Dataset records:
━━━━━━━━━━

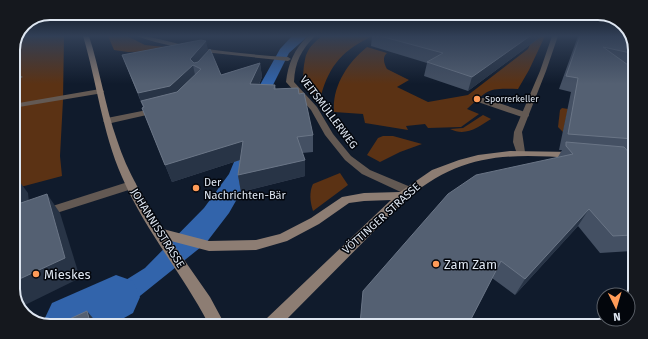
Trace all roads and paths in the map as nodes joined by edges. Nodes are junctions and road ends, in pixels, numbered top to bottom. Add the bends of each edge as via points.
1 (91, 52) edge
2 (217, 52) joint
3 (297, 52) edge
4 (548, 52) edge
5 (291, 59) junction
6 (209, 61) edge
7 (100, 91) junction
8 (481, 100) dead end
9 (20, 105) edge
10 (166, 108) edge
11 (525, 115) junction
12 (107, 121) junction
13 (520, 152) junction
14 (579, 155) edge
15 (131, 185) junction
16 (406, 194) junction
17 (35, 216) edge
18 (160, 233) junction
19 (214, 319) edge
20 (275, 319) edge

1 - 7 main road, JOHANNISSTRASSE
2 - 5 street
2 - 6 street
3 - 5 street, VEITSMÜLLERWEG
4 - 11 street
5 - 16 street, VEITSMÜLLERWEG via 290,82 314,109 342,152 366,172
7 - 9 street
7 - 12 main road, JOHANNISSTRASSE
8 - 11 street
10 - 12 street
11 - 13 street via 518,132
12 - 15 main road, JOHANNISSTRASSE
13 - 14 main road, VÖTTINGER STRASSE
13 - 16 main road, VÖTTINGER STRASSE via 475,159 448,167 427,177
15 - 17 street
15 - 18 main road, JOHANNISSTRASSE
16 - 18 main road via 346,200 283,238 256,245 209,246
16 - 20 main road, VÖTTINGER STRASSE
18 - 19 main road, JOHANNISSTRASSE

━━━━━━━━━━

Task item: Give every entry again word for word; no images belong in the copy.

Result of the task:
Trace all roads and paths in the map as nodes joined by edges. Nodes are junctions and road ends, in pixels, numbered top to bottom. Add the bends of each edge as via points.
1 (91, 52) edge
2 (217, 52) joint
3 (297, 52) edge
4 (548, 52) edge
5 (291, 59) junction
6 (209, 61) edge
7 (100, 91) junction
8 (481, 100) dead end
9 (20, 105) edge
10 (166, 108) edge
11 (525, 115) junction
12 (107, 121) junction
13 (520, 152) junction
14 (579, 155) edge
15 (131, 185) junction
16 (406, 194) junction
17 (35, 216) edge
18 (160, 233) junction
19 (214, 319) edge
20 (275, 319) edge

1 - 7 main road, JOHANNISSTRASSE
2 - 5 street
2 - 6 street
3 - 5 street, VEITSMÜLLERWEG
4 - 11 street
5 - 16 street, VEITSMÜLLERWEG via 290,82 314,109 342,152 366,172
7 - 9 street
7 - 12 main road, JOHANNISSTRASSE
8 - 11 street
10 - 12 street
11 - 13 street via 518,132
12 - 15 main road, JOHANNISSTRASSE
13 - 14 main road, VÖTTINGER STRASSE
13 - 16 main road, VÖTTINGER STRASSE via 475,159 448,167 427,177
15 - 17 street
15 - 18 main road, JOHANNISSTRASSE
16 - 18 main road via 346,200 283,238 256,245 209,246
16 - 20 main road, VÖTTINGER STRASSE
18 - 19 main road, JOHANNISSTRASSE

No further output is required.